Farhina Ali collect goats at her homestead near the Dowli village in Puntland, Somalia. Photo Credit: Karel Prinsloo, ©Adeso

We believe that assisting crisis-affected communities should be done in an efficient, compassionate and dignified manner. That’s why we pioneered cash transfer as a form of aid that meets the most immediate needs of vulnerable people.

Cash transfer enables communities suffering from hunger and conflict to meet their most basic needs: Needs they are best placed to identify. Whether it’s medicine for their sick child, water for their cattle, food to sustain their families, or money to set up a small business, giving people cash enables them to choose how best to survive and then thrive.

In more technical terms, we help people meet their food security and water needs, support good sanitation and hygiene practices, and promote community led disaster risk reduction.

Cash for Life

For over 15 years we have been promoting unconditional cash transfers as the best way to help vulnerable households meet their basic needs, retain financial independence, and maintain their dignity.

The most vulnerable households are often the first victims of natural or manmade catastrophe. Often forced to sell their meager assets, including livestock, these families have little resilience against future shocks. Even a relatively small event, such as the death of an animal, can plunge them into crisis, forcing them to rely on humanitarian aid for survival.

Predictable cash transfers help families to deal with immediate crises, manage their limited resources, and start to invest in the future. By having cash in their pockets, recipients are able to improve their access to both food and non-food items. With their basic food needs met, household spending patterns change, with greater spending on livelihood related items, such as livestock, small businesses, education, and savings.

Instead of surviving from day-to-day, these communities are beginning the slow and difficult process of building a foundation for long-term self-sufficiency.
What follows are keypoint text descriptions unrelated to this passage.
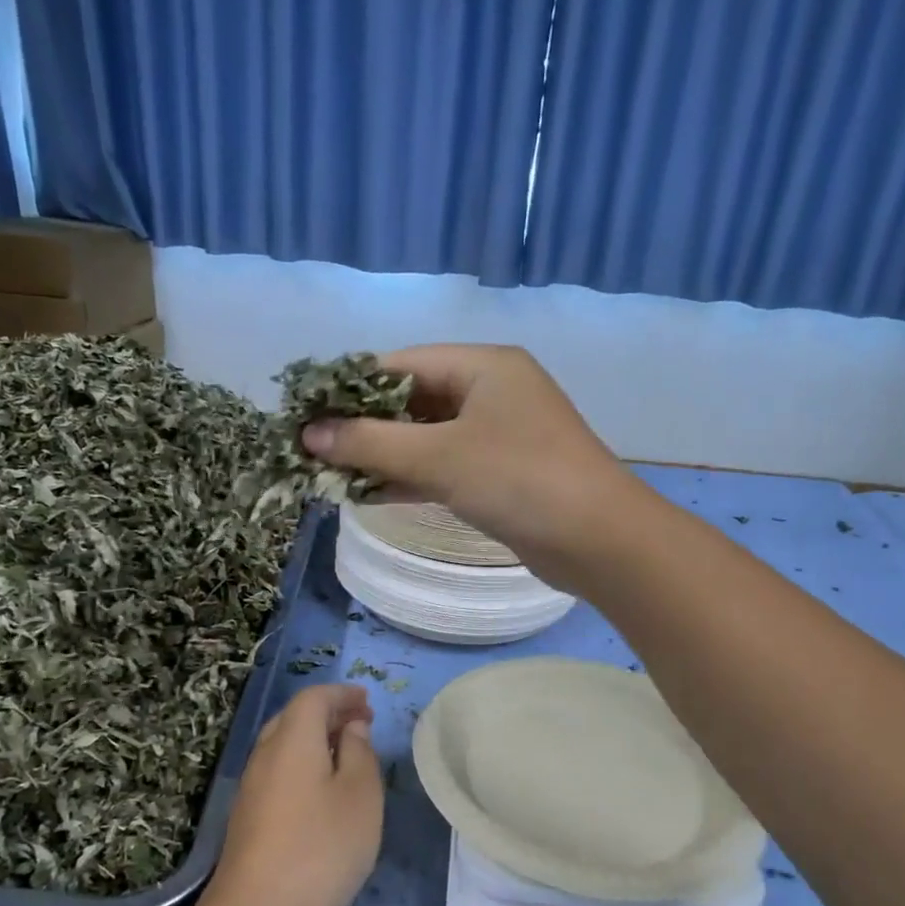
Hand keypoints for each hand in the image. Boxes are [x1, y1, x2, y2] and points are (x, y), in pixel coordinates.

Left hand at [197, 684, 382, 905]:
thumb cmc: (321, 849)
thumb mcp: (361, 797)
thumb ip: (360, 753)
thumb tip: (352, 728)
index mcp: (292, 740)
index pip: (313, 698)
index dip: (342, 694)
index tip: (368, 702)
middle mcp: (265, 755)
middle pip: (293, 718)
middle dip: (329, 714)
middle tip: (362, 724)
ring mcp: (251, 788)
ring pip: (283, 746)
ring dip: (315, 740)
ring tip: (347, 755)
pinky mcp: (247, 818)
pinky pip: (278, 771)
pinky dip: (303, 765)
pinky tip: (322, 792)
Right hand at [300, 343, 640, 589]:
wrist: (599, 541)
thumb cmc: (519, 480)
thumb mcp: (439, 457)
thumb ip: (371, 443)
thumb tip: (309, 434)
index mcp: (483, 366)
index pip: (401, 364)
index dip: (350, 387)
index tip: (306, 412)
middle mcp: (492, 391)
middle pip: (412, 401)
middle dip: (364, 426)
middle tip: (313, 449)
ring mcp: (498, 435)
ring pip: (426, 438)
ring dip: (384, 456)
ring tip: (330, 474)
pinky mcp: (501, 474)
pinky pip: (444, 467)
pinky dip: (410, 478)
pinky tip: (370, 495)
Water, Sanitation and Hygiene

In the arid and semi-arid lands where we work, communities are water-stressed for many months of the year. Even where water supply is adequate, its quality is often poor. In Northern Kenya and Somalia, most of the population relies on pastoralism to earn a living. Water is sufficient during the rainy season only, and yields decrease as dry spells progress. Droughts have increased dramatically over the past several decades, resulting in the deaths of many animals, reducing the availability of pasture, and increasing the distance between water sources.

To address this we design innovative water management and treatment interventions tailored to local needs, and trained community members on how to better manage water resources.

Households in the targeted areas now practice safe potable water management and have improved their hand washing, water treatment and waste disposal.

Social Protection

A powerful tool to reduce poverty, social safety nets support the long term recovery and resilience of households in perpetual crisis. They help people and families find jobs, improve productivity, cope with shocks, invest in the health and education of their children, and protect special interest groups. Adeso’s social protection programs focus on social assistance (such as cash transfers and subsidies) and job creation schemes to create direct, positive impact.

Adeso recognizes that social safety nets programs can become fragmented and lack harmonization, hampering their effectiveness. Therefore, Adeso seeks to make these systems more inclusive of the vulnerable and more attuned to building people’s capacities and improving the productivity of their work. As such, Adeso’s strategy looks at ways to deepen government involvement, capacity, knowledge and impact of social safety nets on their people.

Most recently, Adeso completed a EU-funded Social Safety Nets Program in Lower Juba, introducing predictable cash transfers to build household and community level resilience to drought and hazards. The project was implemented between 2015 and 2019 by the Somalia Resilience Action (STREAM) Consortium composed of ADESO, ACTED and SADO and targeted 5000 households in Kismayo, Afmadhow and Dhobley. STREAM strategically developed and implemented a multisector layered programming approach informed by the need to tackle vulnerability from multipronged pathways.